Jose Berrios (SP), Toronto Blue Jays

As the Toronto Blue Jays get worse, Jose Berrios gets better somehow. Despite the Blue Jays falling to last place in the AL East and 11 games out of a Wild Card spot, Jose Berrios is becoming more and more unhittable. In the last two weeks, Berrios has pitched 21 innings across three games, earning three wins, a 1.71 ERA and 20 strikeouts. That is the most innings, most wins, and ninth-most strikeouts in that span. He has simply been incredible, but the Blue Jays are squandering it.

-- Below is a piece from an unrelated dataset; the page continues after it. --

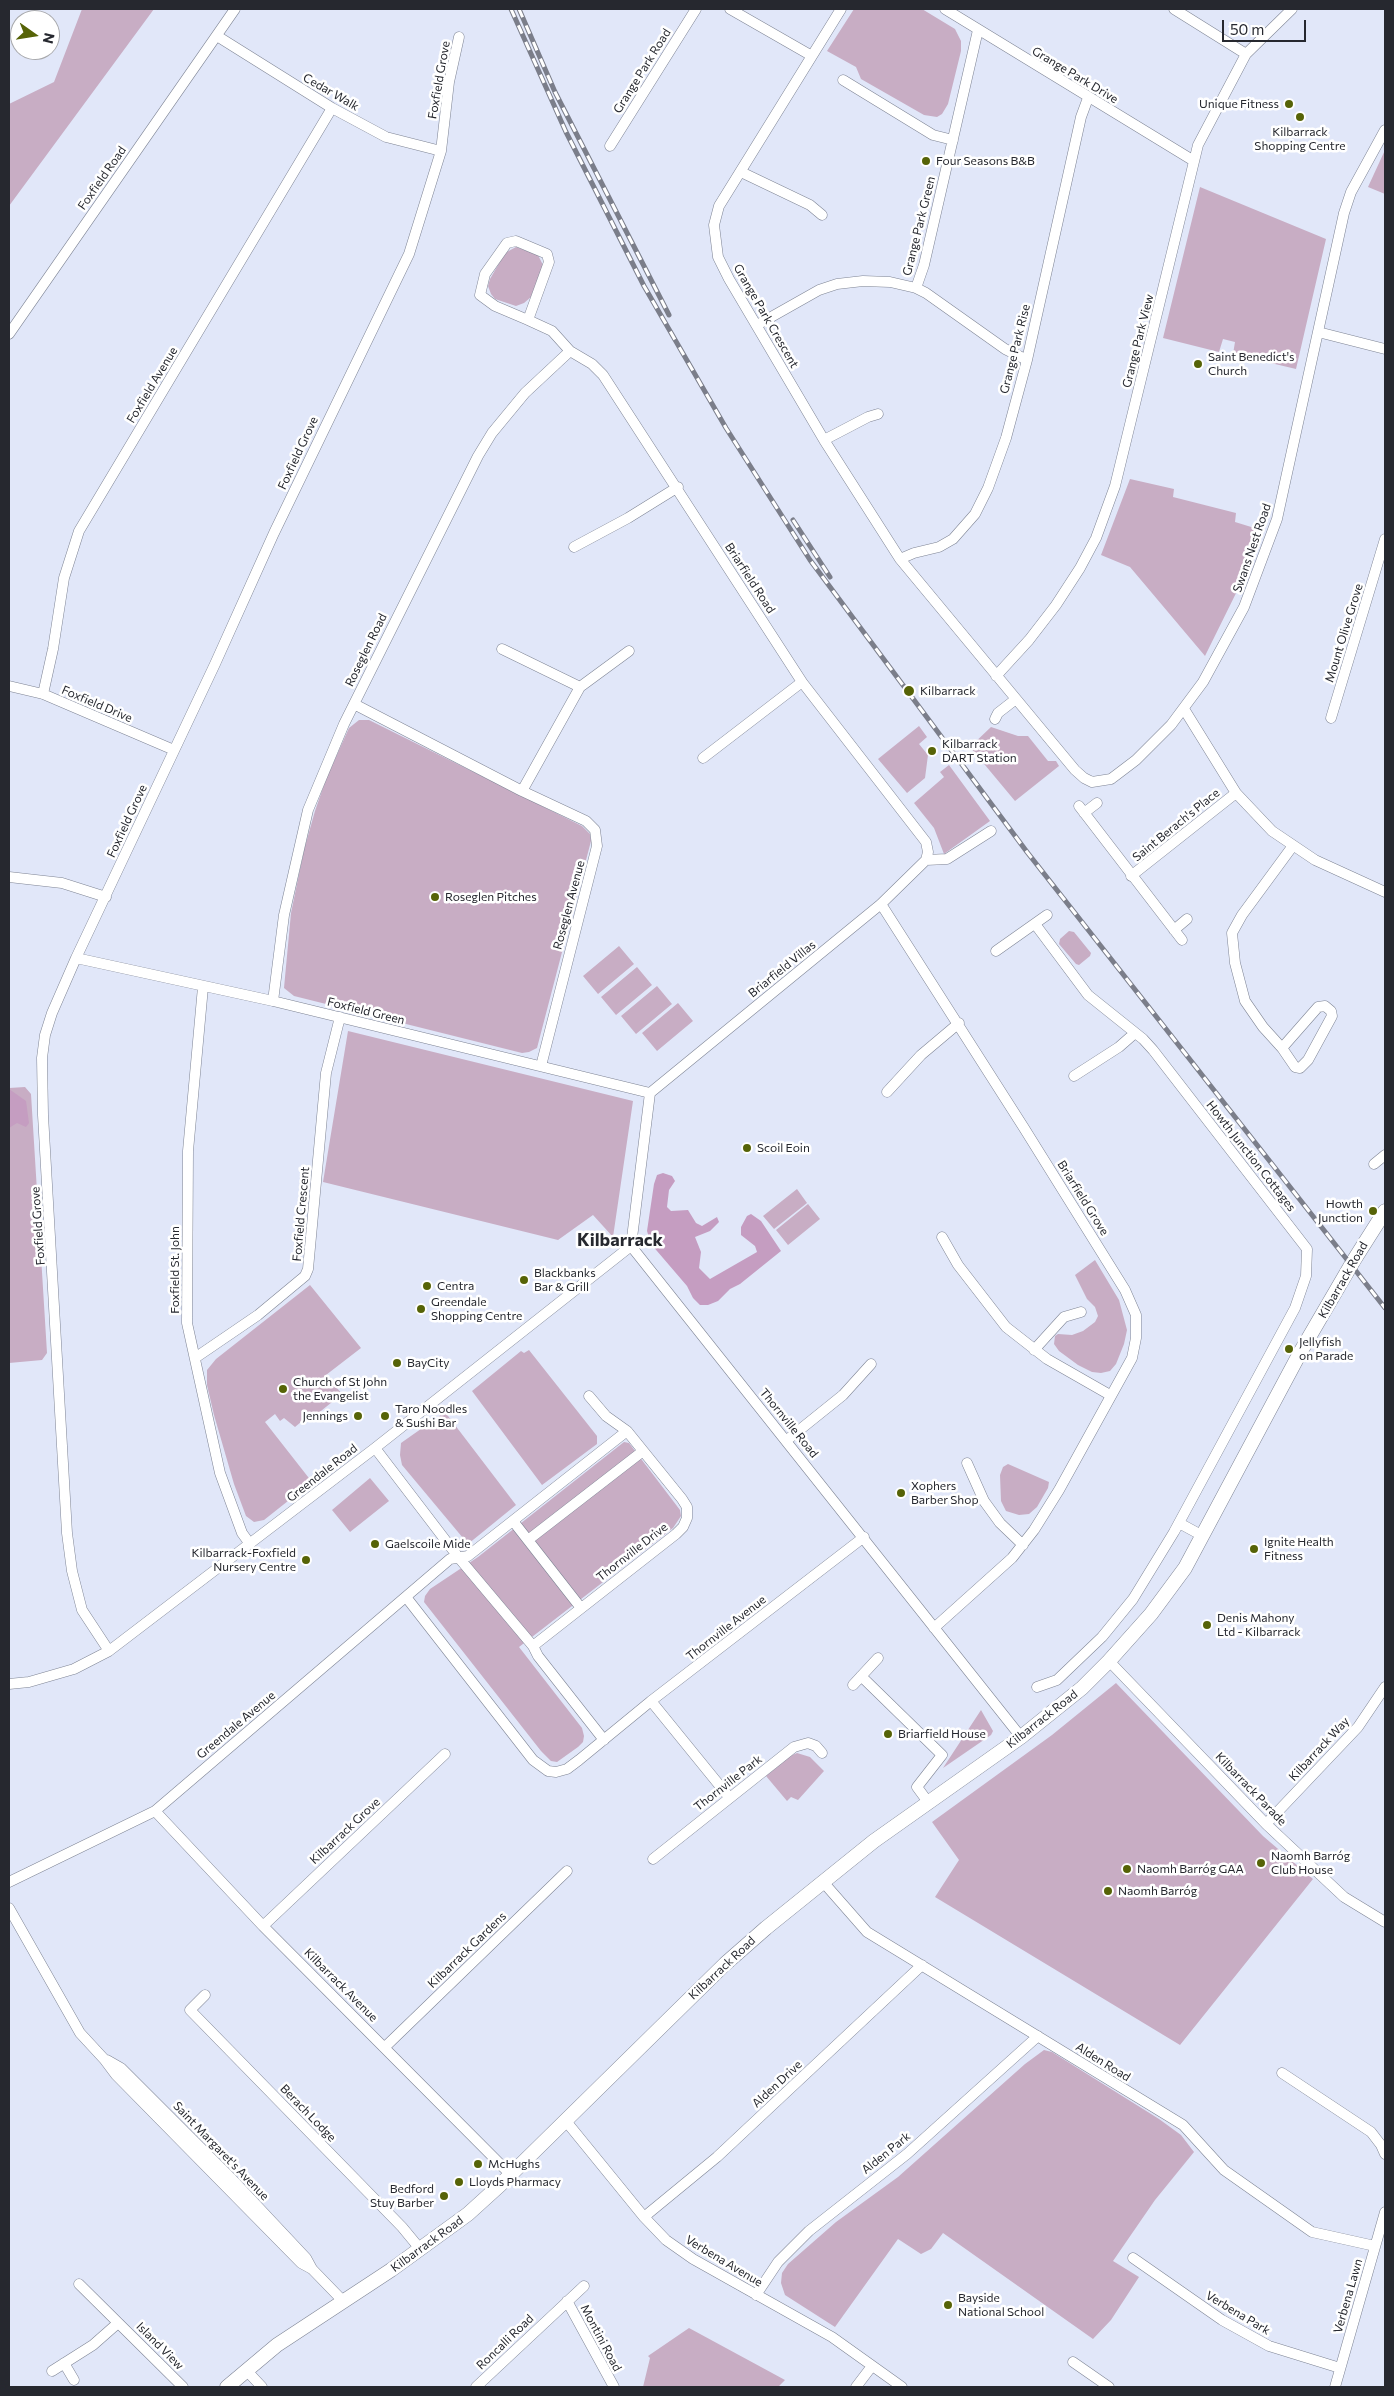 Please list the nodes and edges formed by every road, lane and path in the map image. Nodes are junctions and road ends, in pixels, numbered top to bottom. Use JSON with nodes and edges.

In August, he has increased his strikeouts per nine innings by almost two over what he did in July and and his walk rate has almost been cut in half. It can be traced back to the fact that Berrios is rarely using his primary fastball anymore. At just 18% usage in 2024, it’s the lowest of his career and has afforded him the opportunity for his change up and cutter to be used more than 60% of the time. Those pitches are his two most effective and are what have caused this mini-breakout towards the end of an otherwise lost season.

Fantasy Baseball Fallers

Lane Thomas (OF), Cleveland Guardians

Lane Thomas is a good-stats-on-a-bad-team guy? It would sure seem like it for how he is playing since being traded to the Guardians before the deadline by the Washington Nationals. With Washington, Thomas hit .253/.331/.407 with eight home runs and 28 stolen bases. With Cleveland, despite being protected by Steven Kwan and Jose Ramirez in the lineup, Thomas is hitting .127/.226/.182 with no home runs and one stolen base. He looks absolutely lost with a 39% strikeout rate with his new team, so the question we must ask is “Can Lane Thomas be trusted for the rest of the season?”

Thomas’ batting approach and plate discipline have gone completely backwards since joining Cleveland. He is 35% of his balls to the opposite field and is now barely pulling the ball 20% of the time. However, there could just be some bad luck at play here. His hard-hit rate is up since the trade, as are his line drives. His BABIP has dropped in the toilet at just .226 with his new team, so this may just be a matter of his luck in that regard needing to turn around.

Anthony Volpe (SS), New York Yankees

Chicken or egg situation here. Anthony Volpe is underperforming (an understatement) over the last two weeks, so the Yankees as a team are suffering? Or the general performance of the New York roster is horrific and is taking Anthony Volpe down with them? Anthony Volpe is one of many Yankees not named Aaron Judge or Juan Soto to be struggling mightily. Over the last two weeks, Volpe is hitting .140 with three runs and two stolen bases. The power is gone. The batting order slot has dropped. It looks bad for the young pinstriped shortstop.

Teams must be solving Volpe and the holes in his swing because much of this drop can point directly to a 28% strikeout rate in August as the culprit. In July it was just 17.6%. And I am aware of how fast Volpe is but he does not have a month this season where his groundball rate has been below 50%. That’s not sustainable if you’re trying to put together multi-hit games. Is Volpe just caught up in the Yankees’ hive-mind of suckiness or is he just struggling on his own? Truthfully, it’s a little of both.

Taj Bradley (SP), Tampa Bay Rays

After a six-start stretch from late June to late July, Taj Bradley was the king of the fantasy baseball world. He allowed just two earned runs in those starts, accumulating 44 strikeouts along the way. In the four starts since, however, it has been a complete disaster. Over his last two weeks, Bradley has an 8.40 ERA and a 2.00 WHIP across three starts. It is about as far removed from his elite stretch a month ago as a pitcher can be. He has a 17:9 strikeout-to-walk ratio and has allowed five home runs after giving up one through the previous six starts.

So what happened here? To start, the walk have been a big issue. Between July and August, his walk rate more than doubled (2.32/9 to 4.80/9). His strikeout rate fell by almost 2.5 per nine innings and his slugging rate allowed ballooned from .255 to .587. Much of it could be BABIP-related. After getting the luck of the BABIP gods in July (.203), they struck back in August, causing Bradley to endure a .373 BABIP so far this month. The real performance is somewhere right there in between those numbers and the luck should (repeat: should) even out over the rest of the season.